**TASK DETAILS:**
Every line below that carries the word "road" needs to be copied.

(Records excerpted from a collection)
━━━━━━━━━━━━━━━━━━━━━━━━━━━━━━
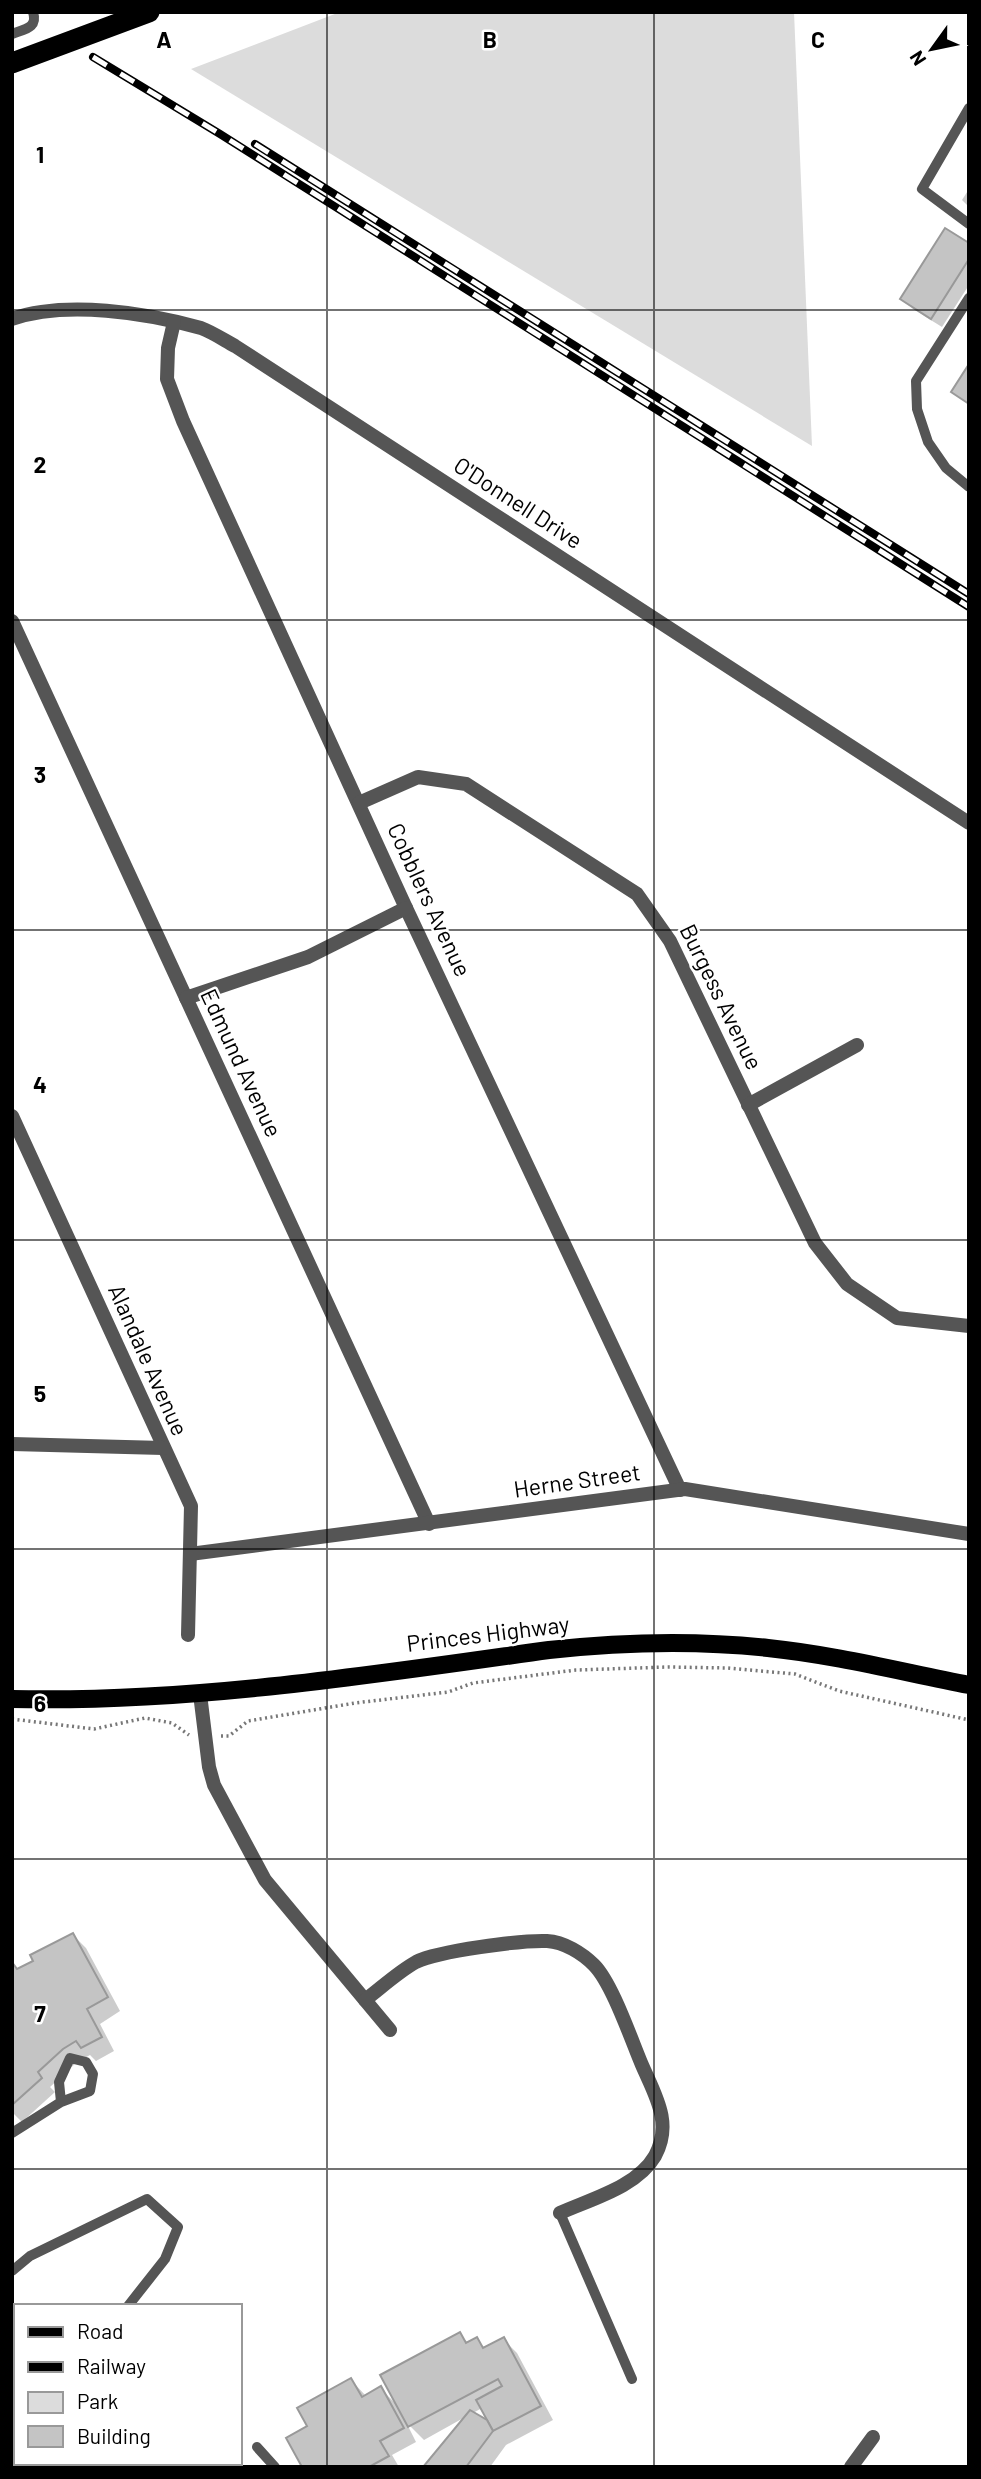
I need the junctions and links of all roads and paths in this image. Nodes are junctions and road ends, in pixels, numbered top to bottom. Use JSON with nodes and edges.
{"nodes":[{"id":1,"x":33,"y":12,"type":"edge"},
{"id":2,"x":149,"y":12,"type":"edge"},
{"id":3,"x":12,"y":34,"type":"edge"},
{"id":4,"x":12,"y":63,"type":"edge"},
{"id":5,"x":969,"y":108,"type":"edge"},
{"id":6,"x":969,"y":224,"type":"edge"},
{"id":7,"x":969,"y":298,"type":"edge"},
{"id":8,"x":12,"y":319,"type":"edge"},
{"id":9,"x":174,"y":322,"type":"junction"},
{"id":10,"x":969,"y":487,"type":"edge"},
{"id":11,"x":12,"y":621,"type":"edge"},
{"id":12,"x":359,"y":803,"type":"junction"},
{"id":13,"x":969,"y":822,"type":"edge"},
{"id":14,"x":406,"y":908,"type":"junction"},
{"id":15,"x":186,"y":998,"type":"junction"},
{"id":16,"x":856,"y":1045,"type":"dead end"},
{"id":17,"x":748,"y":1105,"type":"junction"},
{"id":18,"x":12,"y":1116,"type":"edge"},
{"id":19,"x":969,"y":1326,"type":"edge"},
{"id":20,"x":12,"y":1444,"type":"edge"},
{"id":21,"x":163,"y":1448,"type":"junction"},
{"id":22,"x":680,"y":1490,"type":"junction"},
{"id":23,"x":429,"y":1524,"type":"junction"},
{"id":24,"x":969,"y":1534,"type":"edge"},
{"id":25,"x":190,"y":1553,"type":"junction"},
{"id":26,"x":188,"y":1635,"type":"dead end"},
{"id":27,"x":969,"y":1685,"type":"edge"},
{"id":28,"x":200,"y":1694,"type":"junction"},
{"id":29,"x":12,"y":1699,"type":"edge"},
{"id":30,"x":12,"y":1719,"type":"edge"},
{"id":31,"x":969,"y":1720,"type":"edge"},
{"id":32,"x":205,"y":1735,"type":"junction"},
{"id":33,"x":365,"y":2000,"type":"junction"},
{"id":34,"x":390,"y":2030,"type":"dead end"},
{"id":35,"x":61,"y":2102,"type":"dead end"},
{"id":36,"x":12,"y":2133,"type":"edge"},
{"id":37,"x":560,"y":2213,"type":"joint"},
{"id":38,"x":12,"y":2271,"type":"edge"},
{"id":39,"x":130,"y":2304,"type":"edge"},
{"id":40,"x":632,"y":2379,"type":"dead end"},
{"id":41,"x":873,"y":2437,"type":"dead end"},
{"id":42,"x":257,"y":2447,"type":"dead end"},
{"id":43,"x":275,"y":2467,"type":"edge"},
{"id":44,"x":851,"y":2467,"type":"edge"}],
"edges":[{"from":1,"to":3,"type":"lane"},
{"from":2,"to":4,"type":"highway"},
{"from":5,"to":6,"type":"lane"},
{"from":7,"to":10,"type":"lane"},
{"from":8,"to":9,"type":"street","name":"O'Donnell Drive"},
{"from":9,"to":12,"type":"street","name":"Cobblers Avenue"},
{"from":9,"to":13,"type":"street","name":"O'Donnell Drive"},
{"from":11,"to":15,"type":"street","name":"Edmund Avenue"},
{"from":12,"to":14,"type":"street","name":"Cobblers Avenue"},
{"from":12,"to":17,"type":"street","name":"Burgess Avenue"},
{"from":14,"to":15,"type":"street"},
{"from":14,"to":22,"type":"street","name":"Cobblers Avenue"},
{"from":15,"to":23,"type":"street","name":"Edmund Avenue"},
{"from":16,"to":17,"type":"street"},
{"from":17,"to":19,"type":"street","name":"Burgess Avenue"},
{"from":18,"to":21,"type":"street","name":"Alandale Avenue"},
{"from":20,"to":21,"type":"street"},
{"from":21,"to":25,"type":"street","name":"Alandale Avenue"},
{"from":22,"to":23,"type":"street","name":"Herne Street"},
{"from":22,"to":24,"type":"street","name":"Herne Street"},
{"from":23,"to":25,"type":"street","name":"Herne Street"},
{"from":25,"to":26,"type":"street","name":"Alandale Avenue"},
{"from":27,"to":28,"type":"main road","name":"Princes Highway"},
{"from":28,"to":29,"type":"main road","name":"Princes Highway"},
{"from":28,"to":32,"type":"street"},
{"from":30,"to":32,"type":"path"},
{"from":31,"to":32,"type":"path"},
{"from":32,"to":33,"type":"street"},
{"from":33,"to":34,"type":"street"},
{"from":33,"to":37,"type":"street"},
{"from":35,"to":36,"type":"lane"},
{"from":37,"to":40,"type":"lane"},
{"from":38,"to":39,"type":"lane"},
{"from":41,"to":44,"type":"street"},
{"from":42,"to":43,"type":"lane"}]}
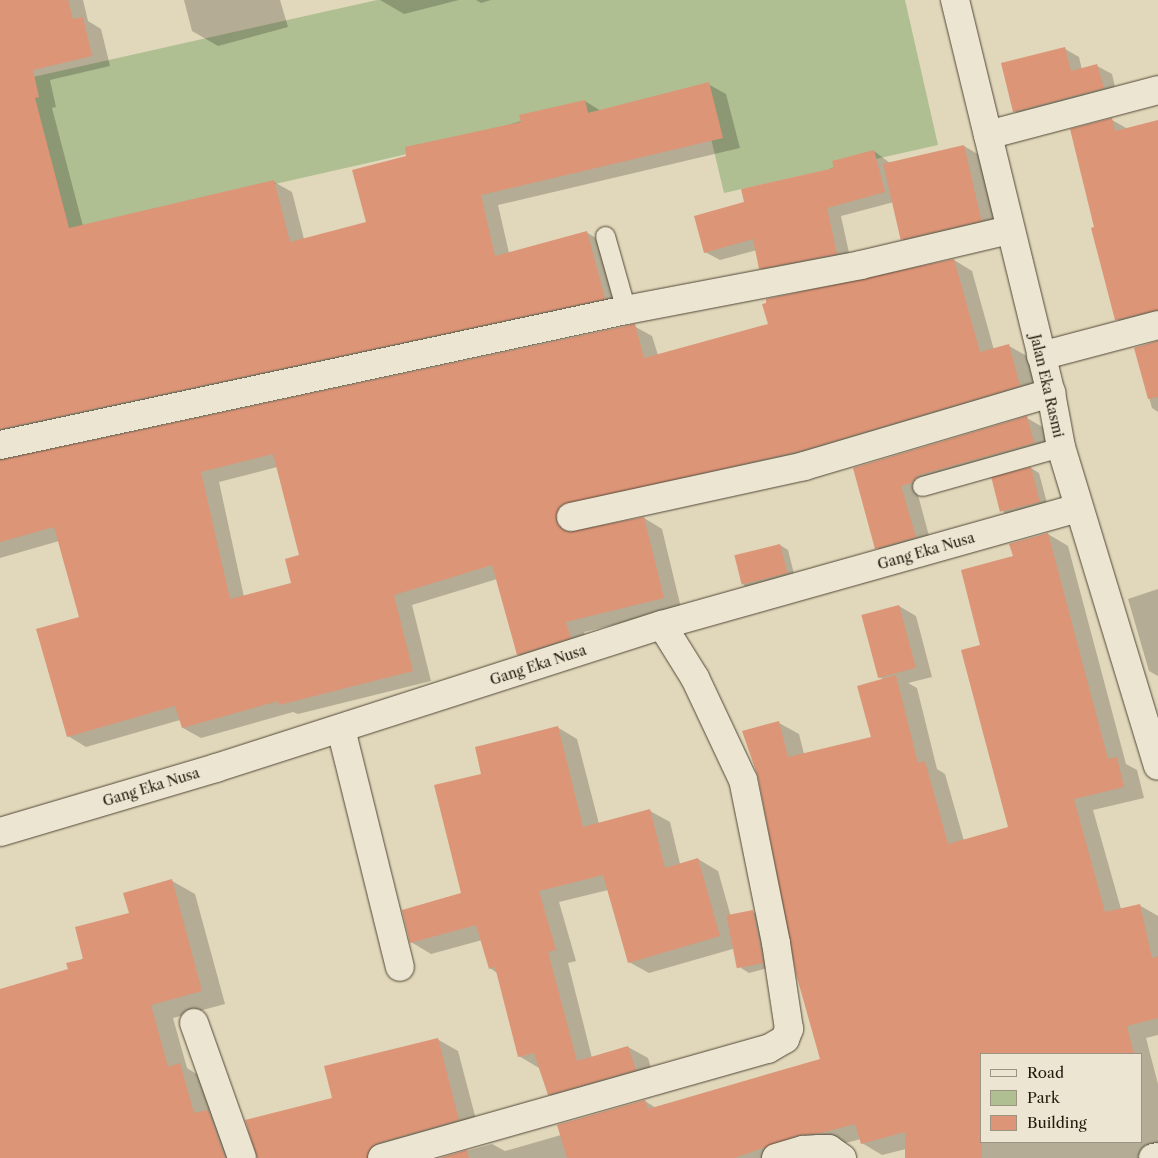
━━━━━━━━━━━━━━━━━━━━━━━━━━━━━━
**RESPONSE:**
I need the junctions and links of all roads and paths in this image. Nodes are junctions and road ends, in pixels, numbered top to bottom. Use JSON with nodes and edges.
{"from":27,"to":28,"type":"main road","name":"Princes Highway"},
{"from":28,"to":29,"type":"main road","name":"Princes Highway"},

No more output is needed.